DECADÊNCIA ANIMADA
Inovadora HQ trata em tom de paródia e crítica a trajetória de Walt Disney
Por Paulo Floro

TRÊS DEDOS: UM ESCÂNDALO ANIMADO
Rich Kowslowski (texto e arte)
[Gal Editora, 144 págs, R$ 39,90]

A história de Walt Disney e sua criação mais famosa, Mickey Mouse são recontadas de maneira nada usual nesta HQ da Gal editora, desde o mês passado nas livrarias e comic shops. Escrito e desenhado por Rich Koslowski, trata-se de uma biografia em tom de crítica de como Disney criou um império na animação dos EUA, contada através de seu maior símbolo, o rato Mickey, aqui chamado de Dizzy Walters.

Autor bem quisto entre os leitores de HQ’s alternativas dos comics americanos, Koslowski tentou adentrar ao máximo na realidade das histórias que tenta parodiar. Na trama, um misterioso ritual está amputando um dedo dos “animados”, como são chamados os seres que figuram nas animações. Isto funcionaria como um elemento primordial para alcançar sucesso dentro da indústria dos desenhos. Como bem explicou a edição do livro, nos EUA, o polegar não é considerado um dedo (finger), por isso o nome da HQ faz referência ao número de dedos que a grande maioria dos personagens de animações exibe.

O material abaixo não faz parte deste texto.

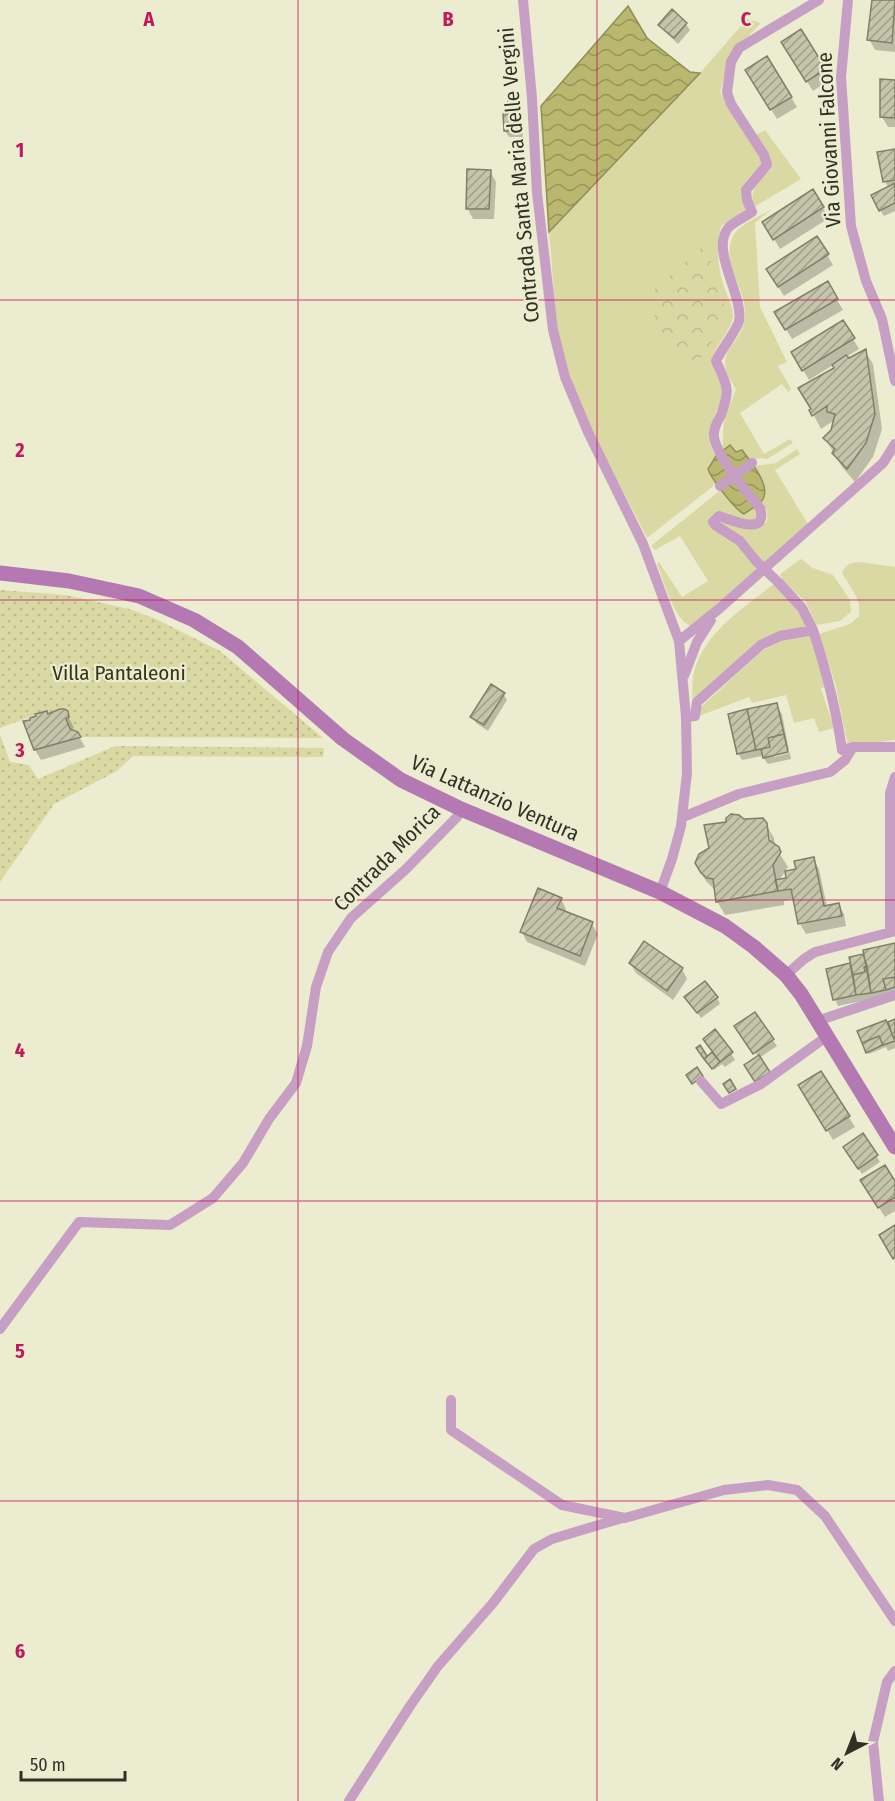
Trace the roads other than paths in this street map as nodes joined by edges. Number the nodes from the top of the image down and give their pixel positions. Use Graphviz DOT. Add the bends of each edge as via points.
graph roads {
  1 [pos="523,0"];
  2 [pos="819,0"];
  3 [pos="848,0"];
  4 [pos="892,344"];
  5 [pos="895,381"];
  6 [pos="895,444"];
  7 [pos="752,463"];
  8 [pos="736,475"];
  9 [pos="720,486"];
  10 [pos="0,573"];
  11 [pos="720,608"];
  12 [pos="813,630"];
  13 [pos="679,641"];
  14 [pos="682,679"];
  15 [pos="686,717"];
  16 [pos="895,747"];
  17 [pos="847,748"];
  18 [pos="895,777"];
  19 [pos="461,809"];
  20 [pos="683,817"];
  21 [pos="660,892"];
  22 [pos="893,931"];
  23 [pos="786,975"];
  24 [pos="895,995"];
  25 [pos="817,1021"];
  26 [pos="826,1037"];
  27 [pos="701,1081"];
  28 [pos="895,1147"];
  29 [pos="0,1329"];
  30 [pos="451,1400"];
  31 [pos="625,1518"];
  32 [pos="895,1621"];
  33 [pos="895,1671"];
  34 [pos="349,1801"];
  35 [pos="879,1801"];
  1 -- 13 [label="street, Contrada Santa Maria delle Vergini" via="537,193 553,330 565,377 643,544"];
  2 -- 8 [label="street" via="740,48 731,62 727,92 731,104 767,165 746,190 752,212 728,228 724,242 725,266 738,303 739,322 716,361 728,397 714,441"];
  3 -- 4 [label="street, Via Giovanni Falcone" via="841,77 851,226 866,281"];
  4 -- 5 [label="street, Via Giovanni Falcone"];
  6 -- 11 [label="street" via="883,463"];
  7 -- 8 [label="street"];
  8 -- 9 [label="street"];
  8 -- 12 [label="street, bridge" via="760,508 761,518 754,525 719,516 713,522 740,541 779,583 802,608"];
  10 -- 19 [label="main road, Via Lattanzio Ventura" via="69,581 139,596 194,620 238,647 343,739 401,780"];
  11 -- 13 [label="street"];
  11 -- 14 [label="street" via="698,642"];
  12 -- 15 [label="street" via="780,636 761,645 697,702 695,716"];
  12 -- 17 [label="street"];
  13 -- 14 [label="street, Contrada Santa Maria delle Vergini"];
  14 -- 15 [label="street, Contrada Santa Maria delle Vergini"];
  15 -- 20 [label="street, Contrada Santa Maria delle Vergini"];
  16 -- 17 [label="street"];
  17 -- 20 [label="street" via="845,760 830,772 739,794"];
  18 -- 22 [label="street" via="890,793"];
  19 -- 21 [label="main road, Via Lattanzio Ventura"];
  19 -- 29 [label="street, Contrada Morica" via="457,818 405,870 351,918 328,952 316,987 308,1046 296,1083 243,1163 213,1198 170,1225 79,1222"];
  20 -- 21 [label="street, Contrada Santa Maria delle Vergini"];
  21 -- 23 [label="main road, Via Lattanzio Ventura" via="725,926"];
  22 -- 23 [label="street" via="815,952"];
  23 -- 25 [label="main road, Via Lattanzio Ventura"];
  24 -- 25 [label="street"];
  25 -- 26 [label="main road, Via Lattanzio Ventura"];
  26 -- 27 [label="street" via="760,1084 721,1104"];
  26 -- 28 [label="main road, Via Lattanzio Ventura"];
  30 -- 31 [label="street" via="451,1430 561,1505"];
  31 -- 32 [label="street" via="724,1490 768,1485 797,1490 825,1516"];
  31 -- 34 [label="street" via="552,1539 534,1549 493,1604 438,1666"];
  33 -- 35 [label="street" via="887,1682 873,1742"];
}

O livro ganhou reconhecimento pela inovação no tema, mas é sua narrativa que melhor merece atenção. Brincando com gêneros, a HQ se trata de um documentário em quadrinhos, com depoimentos de diversos envolvidos – entre animados e humanos – do que aconteceu com Dizzy Walters e seu império. Essa interação entre uma dinâmica típica do cinema e a leitura da HQ, com as páginas dispostas na horizontal, como uma tela widescreen de cinema é a principal contribuição de Três Dedos para os romances gráficos.

Vencedor do Prêmio Ignatz de 2002, a obra é um prato farto de referências para amantes da animação, além de um exercício de imaginação e criatividade que instigará a leitura entre os fãs de quadrinhos.